Head Of AIG Likes Comparing Critics To Lynch Mobs

Robert Benmosche, the CEO of bailed-out insurance giant AIG, told The Wall Street Journal that outrage over employee bonuses was "just as bad and just as wrong" as lynchings. Benmosche's comments echo similar ones he made in 2009. (h/t: Ryan Chittum)

AIG Chief Executive Officer Robert Benmosche, who took over the bailed-out insurer in the summer of 2009, told The Wall Street Journal that the widespread public outrage over bonuses given to AIG employees immediately following the company's $182 billion bailout in 2008 and 2009 "was intended to stir public anger, to get everybody out there with their pitch forks and their hangman nooses, and all that — sort of like what we did in the Deep South [decades ago]," he said. "And I think it was just as bad and just as wrong."

The comments did not appear in an article the Journal ran on Saturday in its print edition. Instead, the quotes were included in a blog post yesterday.
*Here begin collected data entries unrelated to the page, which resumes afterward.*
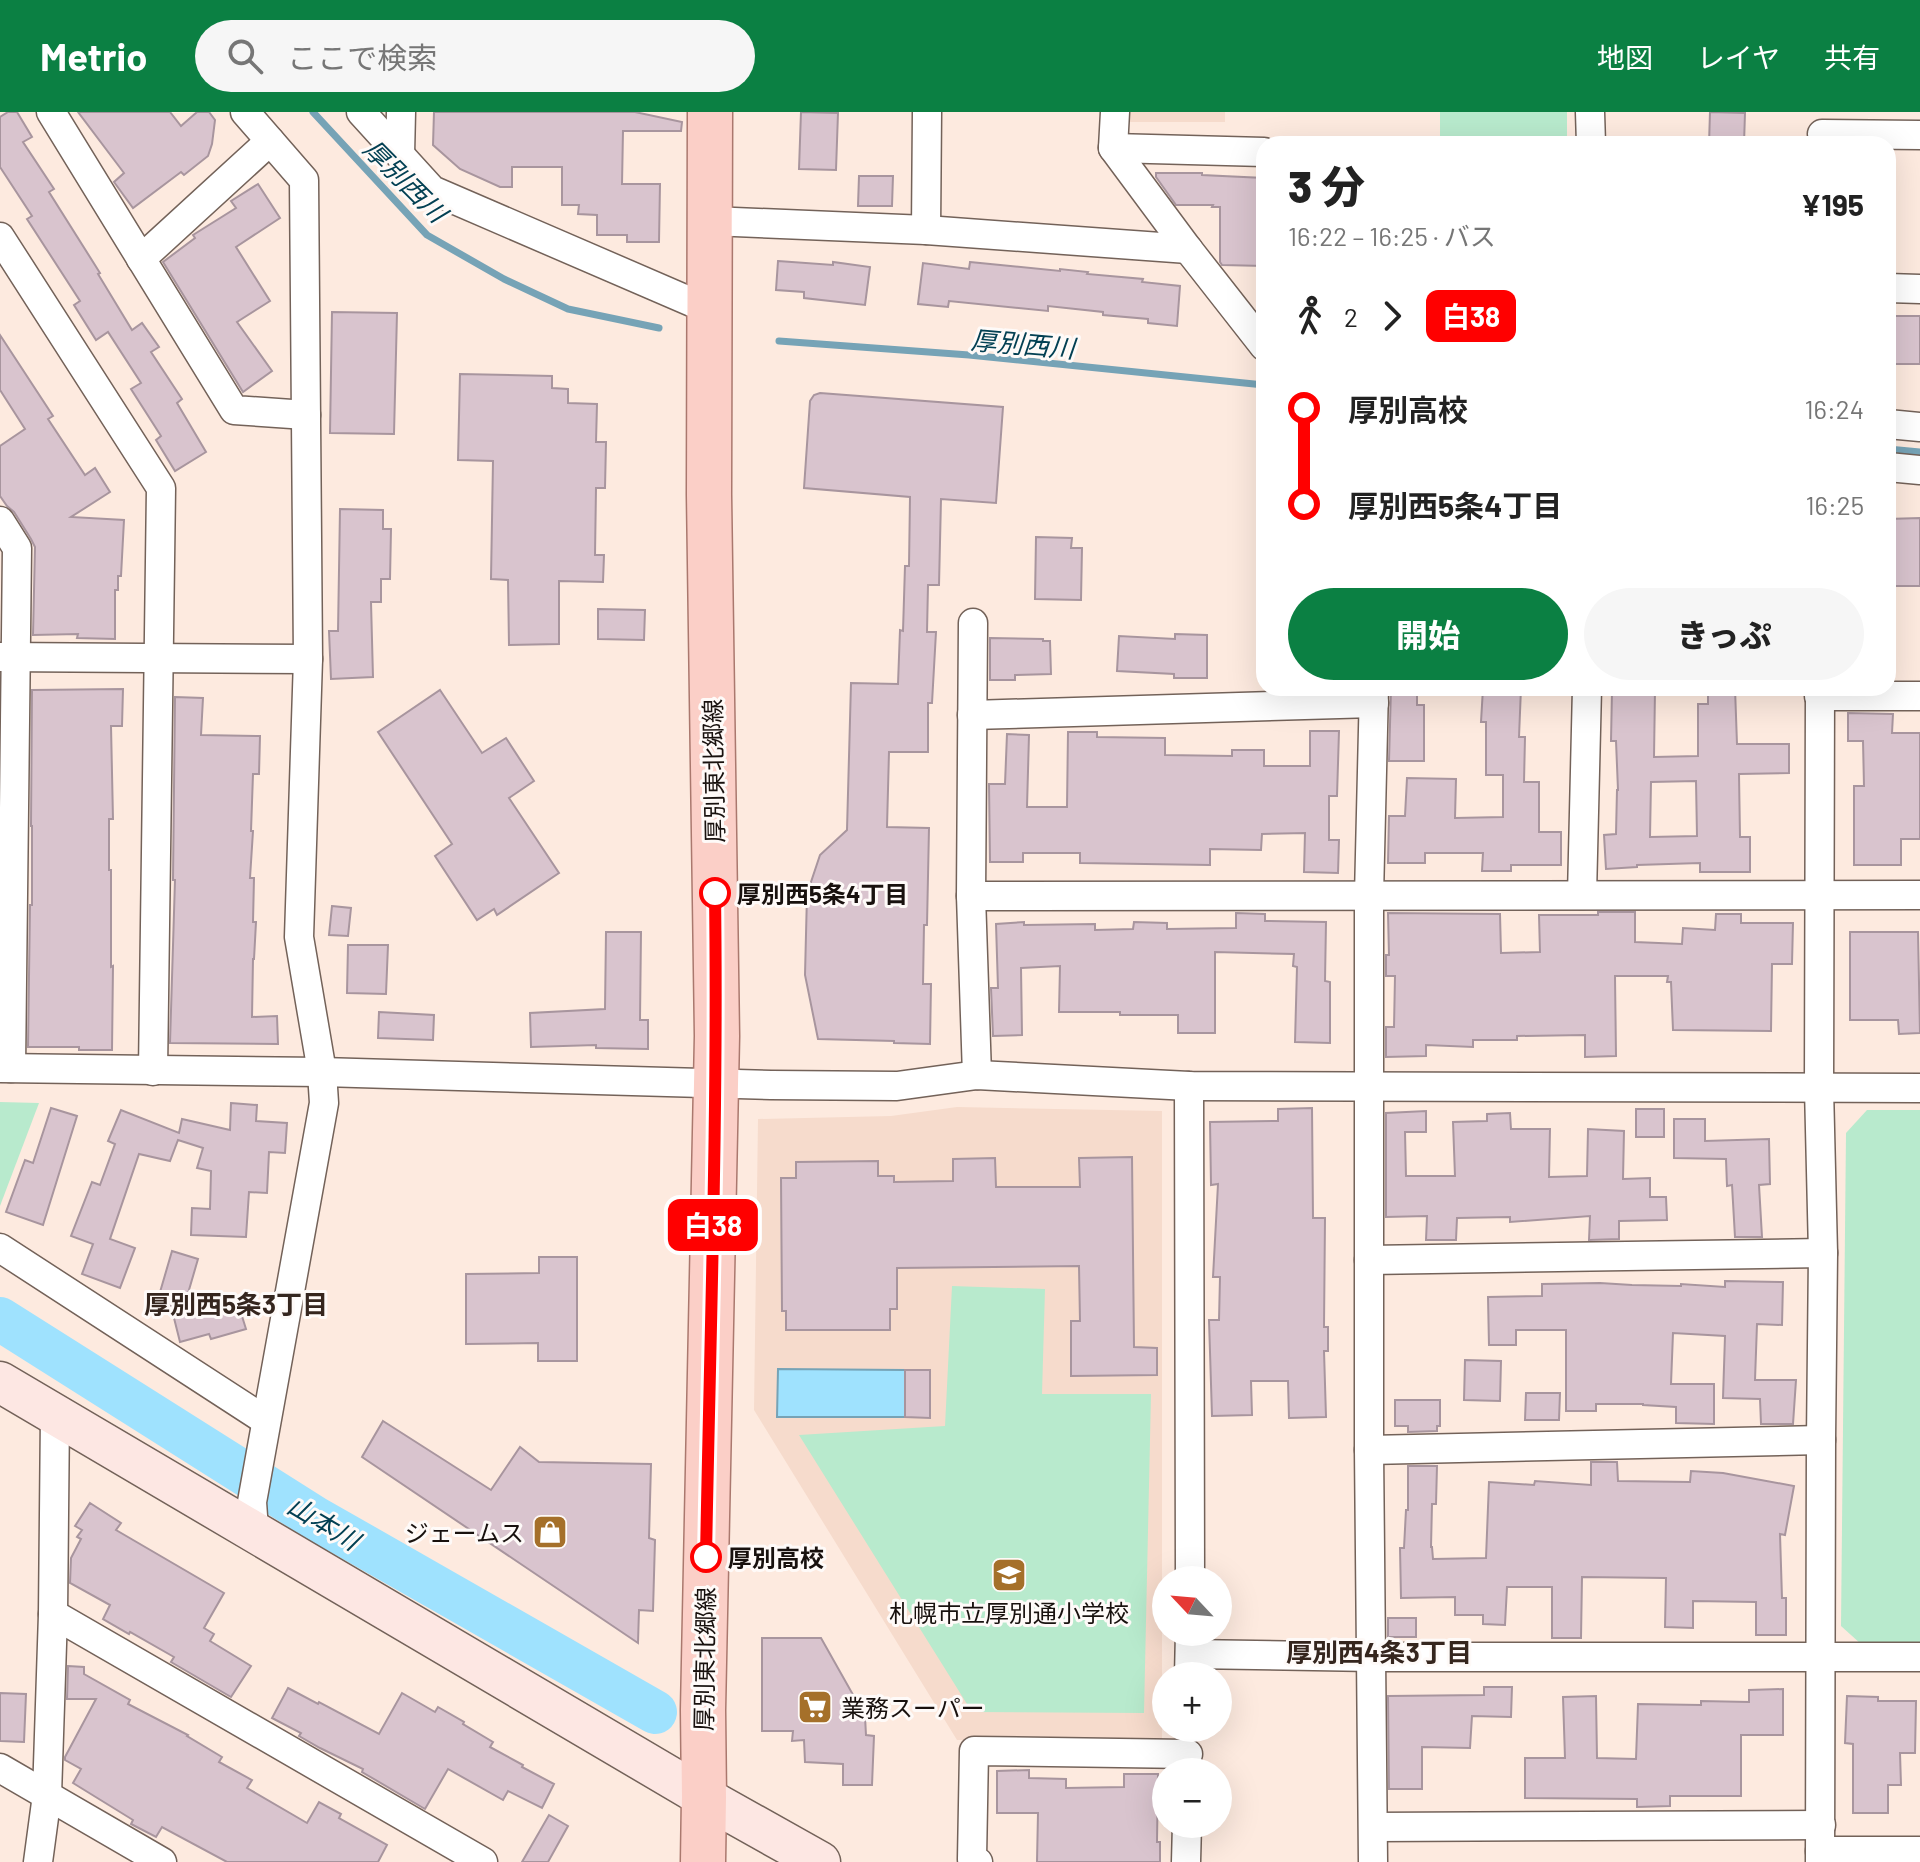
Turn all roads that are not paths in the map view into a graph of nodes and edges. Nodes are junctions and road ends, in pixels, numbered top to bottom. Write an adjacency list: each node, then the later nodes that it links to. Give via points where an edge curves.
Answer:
1 (51, 112): 20 (street)
2 (245, 112): 12 (street)
3 (361, 112): 15 (street)
4 (401, 112): 15 (street)
5 (710, 112): 16 (main road, 厚別東北郷線)
6 (927, 112): 17 (street)
7 (1115, 112): 13 (street)
8 (1590, 112): 11 (street)
9 (1822, 130): 10 (street)
10 (1920, 135)
11 (1591, 136)
12 (270, 141): 20 (street); 25 (street, via 304,180)
13 (1113, 148): 14 (street); 19 (street)
14 (1256, 152)
15 (400, 155): 23 (street, via 432,190)
16 (711, 221): 17 (street); 23 (main road, 厚別東北郷線)
17 (926, 230): 19 (street)
18 (0, 237): 33 (street, via 161,488)
19 (1188, 249): 24 (street)
20 (141, 259): 25 (street, via 234,410)
21 (1896, 288): 22 (street)
22 (1920, 289)
23 (710, 310): 50 (main road, 厚別東北郷線)
24 (1256, 336)
25 (306, 415): 34 (street)
26 (1896, 425): 27 (street)
27 (1920, 427)
28 (1896, 468): 29 (street)
29 (1920, 470)
30 (0, 521): 32 (street, via 17,548)
31 (973, 623): 40 (street)
32 (8, 658): 33 (street); 46 (street)
33 (157, 658): 34 (street); 47 (street)
34 (308, 659): 48 (street, via 299,937)
35 (1896, 695): 39 (street)
36 (1374, 696): 40 (street); 45 (street)
37 (1587, 696): 41 (street)
38 (1820, 696): 42 (street)
39 (1920, 696)
40 (972, 715): 44 (street)
41 (1582, 895): 42 (street); 45 (street)
42 (1820, 895): 43 (street); 53 (street)
43 (1920, 895)
44 (971, 896): 45 (street); 49 (street)
45 (1369, 896): 52 (street)
46 (5, 1068): 47 (street)
47 (153, 1071): 48 (street)
48 (322, 1072): 50 (street); 60 (street, via 324,1103)
49 (977, 1075): 50 (street, via 897,1086); 51 (street)
50 (715, 1083): 73 (main road, 厚別東北郷線)
51 (1189, 1086): 52 (street); 64 (street)
52 (1369, 1086): 53 (street); 57 (street)
53 (1819, 1088): 54 (street); 56 (street)
54 (1920, 1088)
55 (0, 1248): 60 (street)
56 (1823, 1253): 57 (street); 61 (street)
57 (1369, 1260): 62 (street)
58 (0, 1382): 59 (street)
59 (55, 1414): 63 (street); 65 (street)
60 (265, 1420): 63 (street)
61 (1821, 1440): 62 (street); 68 (street)
62 (1369, 1450): 67 (street)
63 (253, 1516): 73 (street)
64 (1190, 1566)
65 (53, 1614): 72 (street); 80 (street)
66 (1190, 1654): 67 (street)
67 (1372, 1657): 68 (street); 74 (street)
68 (1821, 1657): 69 (street); 76 (street)
69 (1920, 1657)
70 (1188, 1751): 83 (street, via 974,1751 972,1859)
71 (0, 1768): 72 (street)
72 (47, 1795): 78 (street); 79 (street)
73 (704, 1797): 81 (main road, 厚別東北郷線); 82 (street)
74 (1374, 1827): 76 (street); 85 (street)
75 (1187, 1838): 84 (street)
76 (1820, 1846): 77 (street)
77 (1920, 1851)
78 (38, 1862)
79 (162, 1862)
80 (483, 1862)
81 (703, 1862)
82 (820, 1862)
83 (978, 1862)
84 (1186, 1862)
85 (1373, 1862)

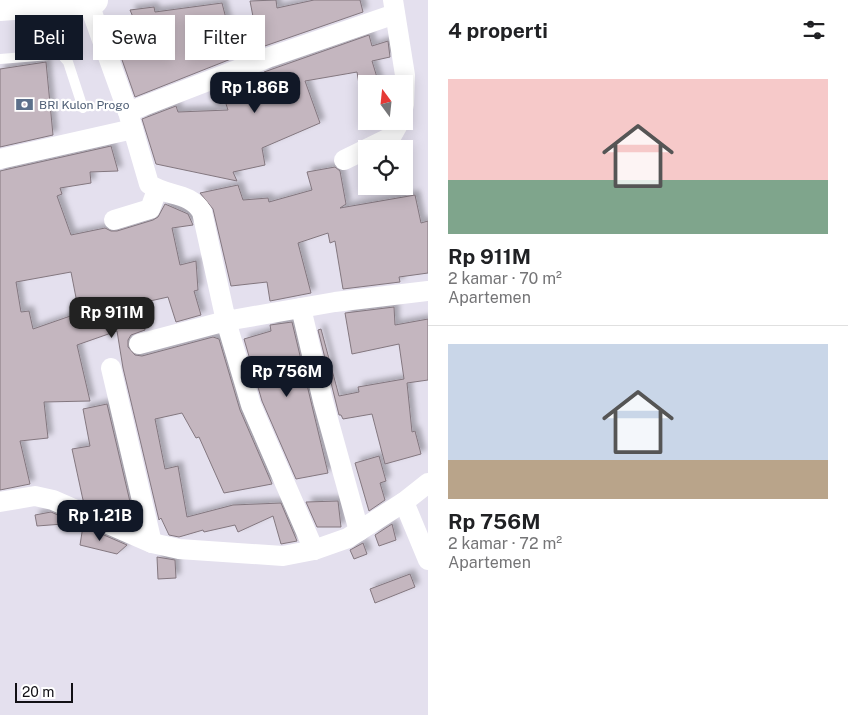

This isn't the first time Benmosche has compared the uproar over AIG bonuses to lynch mobs. In March, 2009, then-New York Attorney General Andrew Cuomo disclosed that some 73 AIG employees received at least $1 million each in bonuses, totaling $165 million following the government's massive bailout of the company. In a subsequent town hall meeting with AIG employees in Houston, Bloomberg News reported that Benmosche said Cuomo "doesn't deserve to be in government, and he surely shouldn't be the attorney general of the state of New York. What he did is criminal. You don't create lynch mobs to go out to people's homes and do the things he did."

The largest bonus, according to Cuomo, was $6.4 million for one employee. In response, multiple bills were proposed in Congress to recoup the money and some even called for then-Treasury Secretary Tim Geithner's resignation.

At the time, the federal government owned 80% of the insurance giant after pumping in $170 billion to save it. Following the collapse of Lehman Brothers in September 2008, AIG was on the verge of bankruptcy because of a massive cash crunch due to billions worth of bad insurance-like contracts on securities tied to home mortgages.

Eventually, nine executives were persuaded by Cuomo to pay back $50 million in bonuses, and Congress never passed legislation compelling repayment.

Following the revelation of the payouts, some activists protested outside the homes of AIG employees in Connecticut. At the time, one anonymous AIG executive told USA Today, "It's scary, people are very, very nervous for their security."

In December of last year, the Treasury sold the last of its AIG stock, netting over $22 billion in profit from its rescue of the company.